→ **PROBLEM**
Do not include the pictures; repeat the rest of the data exactly.

MATERIAL TO PROCESS START

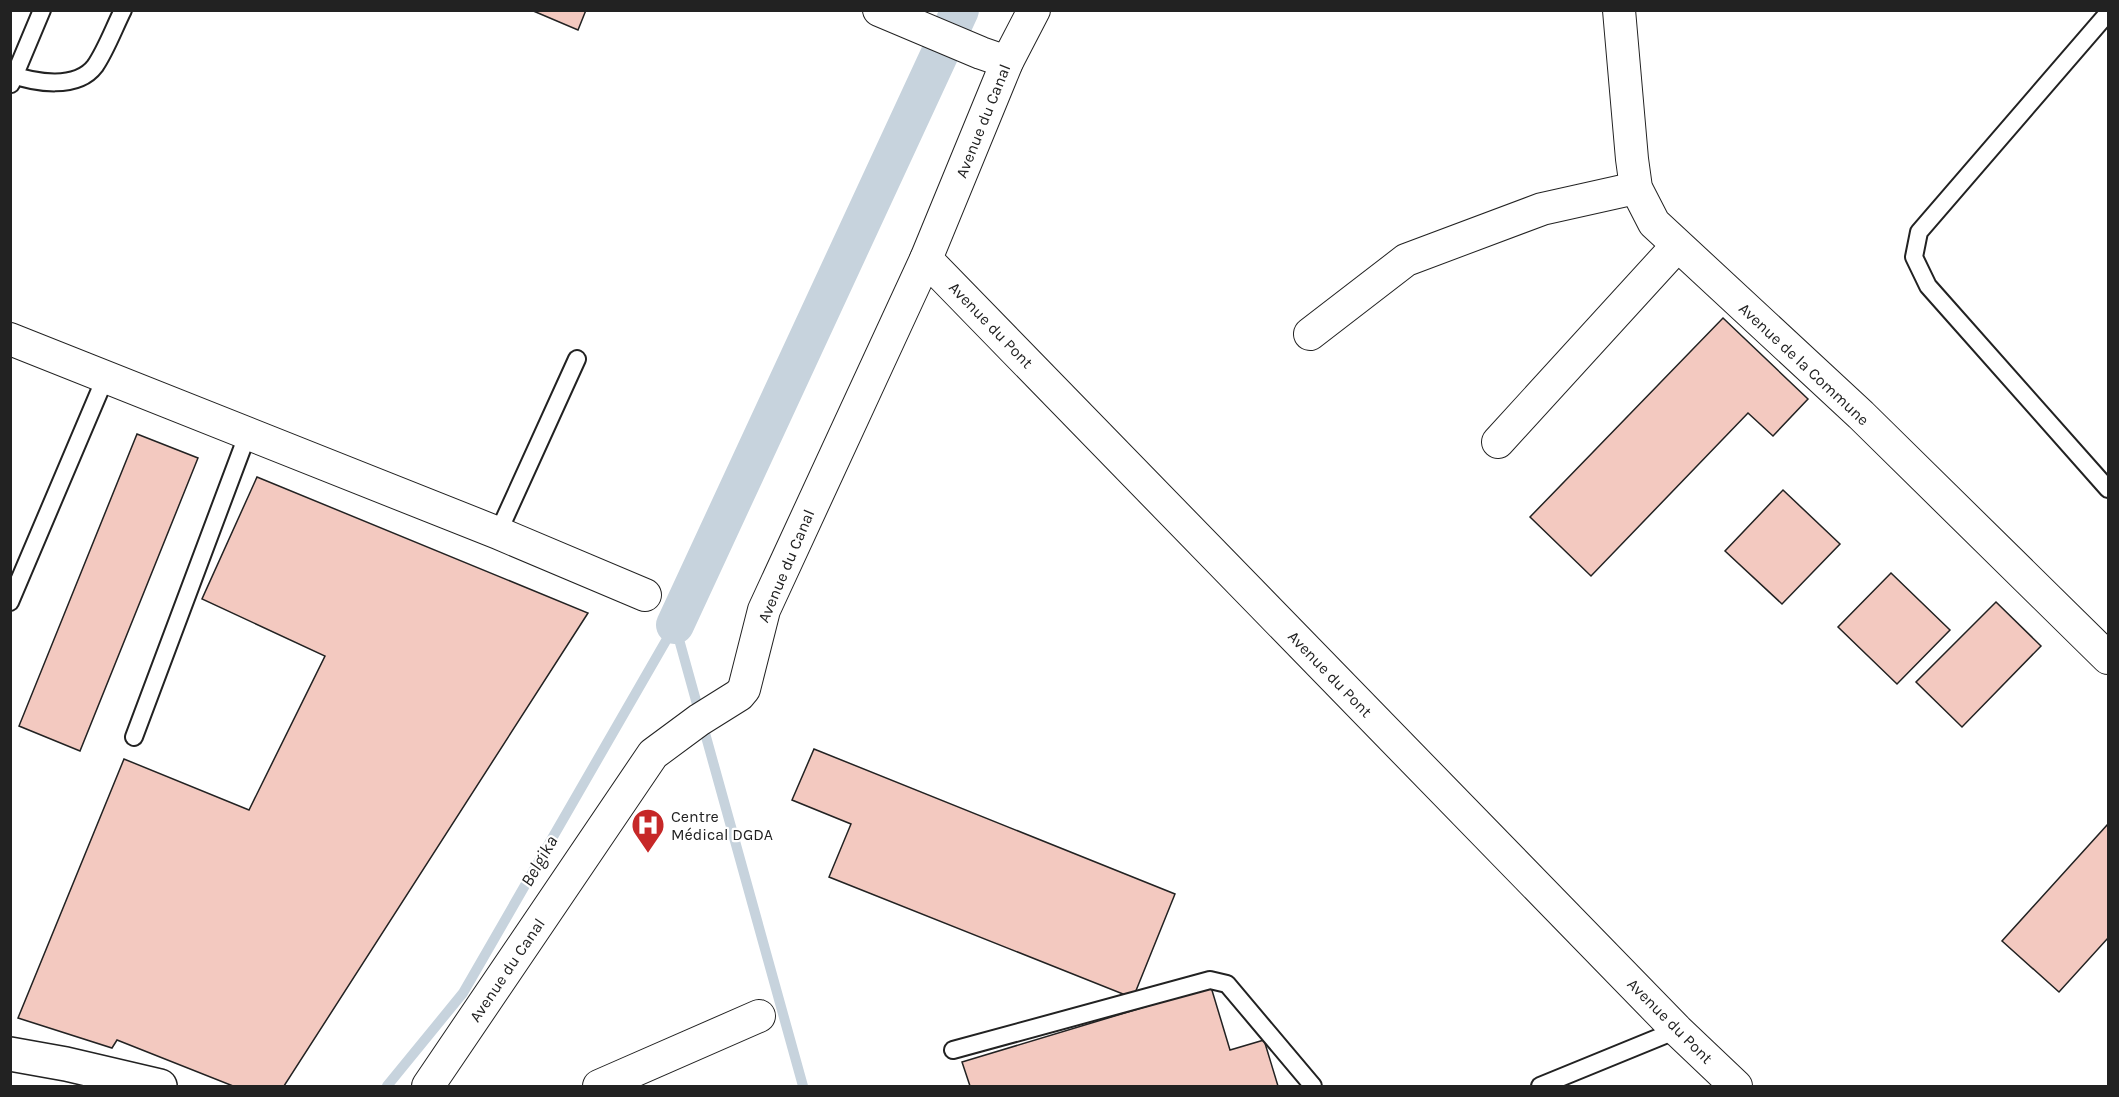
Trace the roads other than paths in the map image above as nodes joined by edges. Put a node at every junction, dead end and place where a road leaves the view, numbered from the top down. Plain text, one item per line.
1 (42, 10) edge
2 (123, 10) edge
3 (1034, 10) edge
4 (1619, 10) edge
5 (2109, 13) edge
6 (889, 14) edge
7 (994, 57) junction
8 (12, 78) edge
9 (1636, 189) junction
10 (1677, 246) junction
11 (926, 259) junction
12 (1310, 334) dead end
13 (10, 339) edge
14 (577, 359) dead end
15 (106, 376) junction
16 (248, 433) junction
17 (1498, 442) dead end
18 (2109, 489) edge
19 (498, 533) junction
20 (645, 595) dead end
21 (10, 602) edge
22 (2109, 658) edge
23 (134, 737) dead end
24 (759, 1016) dead end
25 (1677, 1030) junction
26 (953, 1050) dead end
27 (10, 1054) edge
28 (160, 1086) edge
29 (428, 1086) edge
30 (599, 1086) edge
31 (1313, 1086) edge
32 (1540, 1086) edge
33 (1736, 1086) edge

1 - 8 lane
2 - 8 lane
3 - 7 street, Avenue du Canal
4 - 9 street, Avenue de la Commune
5 - 18 lane
6 - 7 street
7 - 11 street, Avenue du Canal
9 - 10 street, Avenue de la Commune
9 - 12 street
10 - 17 street
10 - 22 street, Avenue de la Commune
11 - 25 street, Avenue du Pont
11 - 29 street, Avenue du Canal
13 - 15 street
14 - 19 lane
15 - 16 street
15 - 21 lane
16 - 19 street
16 - 23 lane
19 - 20 street
24 - 30 street
25 - 32 lane
25 - 33 street, Avenue du Pont
26 - 31 lane
27 - 28 street

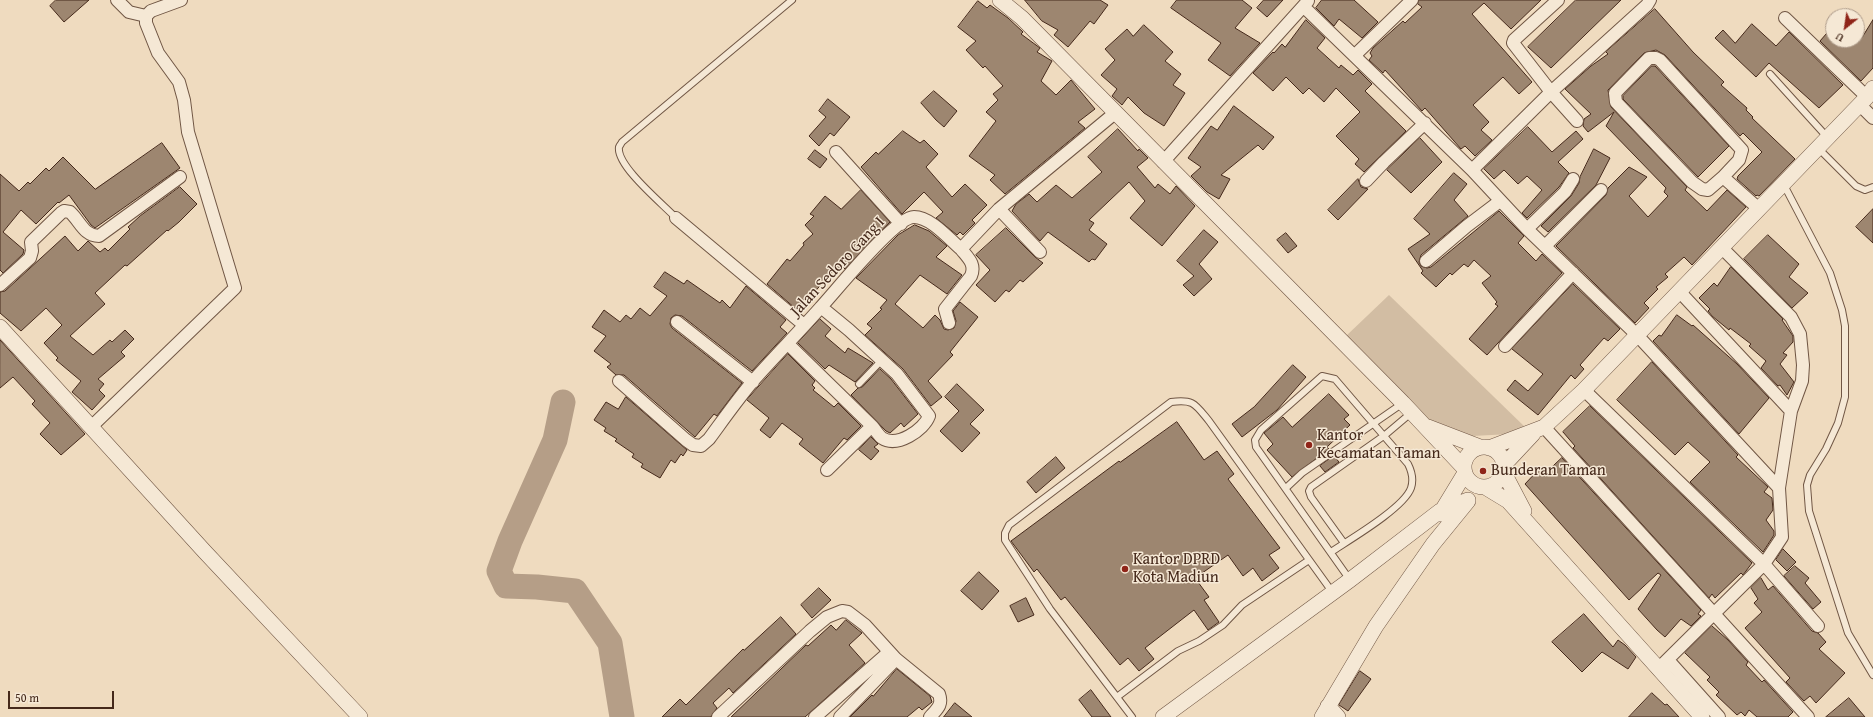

MATERIAL TO PROCESS END

→ **TASK SOLUTION**
Trace the roads other than paths in the map image above as nodes joined by edges. Put a node at every junction, dead end and place where a road leaves the view, numbered from the top down. Plain text, one item per line.
1 (42, 10) edge
2 (123, 10) edge
3 (1034, 10) edge
4 (1619, 10) edge
5 (2109, 13) edge
6 (889, 14) edge
7 (994, 57) junction
8 (12, 78) edge
9 (1636, 189) junction
10 (1677, 246) junction
11 (926, 259) junction
12 (1310, 334) dead end
13 (10, 339) edge
14 (577, 359) dead end
15 (106, 376) junction
16 (248, 433) junction
17 (1498, 442) dead end
18 (2109, 489) edge
19 (498, 533) junction
20 (645, 595) dead end
21 (10, 602) edge
22 (2109, 658) edge
23 (134, 737) dead end
24 (759, 1016) dead end
25 (1677, 1030) junction
26 (953, 1050) dead end
27 (10, 1054) edge
28 (160, 1086) edge
29 (428, 1086) edge
30 (599, 1086) edge
31 (1313, 1086) edge
32 (1540, 1086) edge
33 (1736, 1086) edge

1 - 8 lane
2 - 8 lane
3 - 7 street, Avenue du Canal
4 - 9 street, Avenue de la Commune
5 - 18 lane
6 - 7 street
7 - 11 street, Avenue du Canal
9 - 10 street, Avenue de la Commune
9 - 12 street
10 - 17 street
10 - 22 street, Avenue de la Commune
11 - 25 street, Avenue du Pont
11 - 29 street, Avenue du Canal
13 - 15 street
14 - 19 lane
15 - 16 street
15 - 21 lane
16 - 19 street
16 - 23 lane
19 - 20 street
24 - 30 street
25 - 32 lane
25 - 33 street, Avenue du Pont
26 - 31 lane
27 - 28 street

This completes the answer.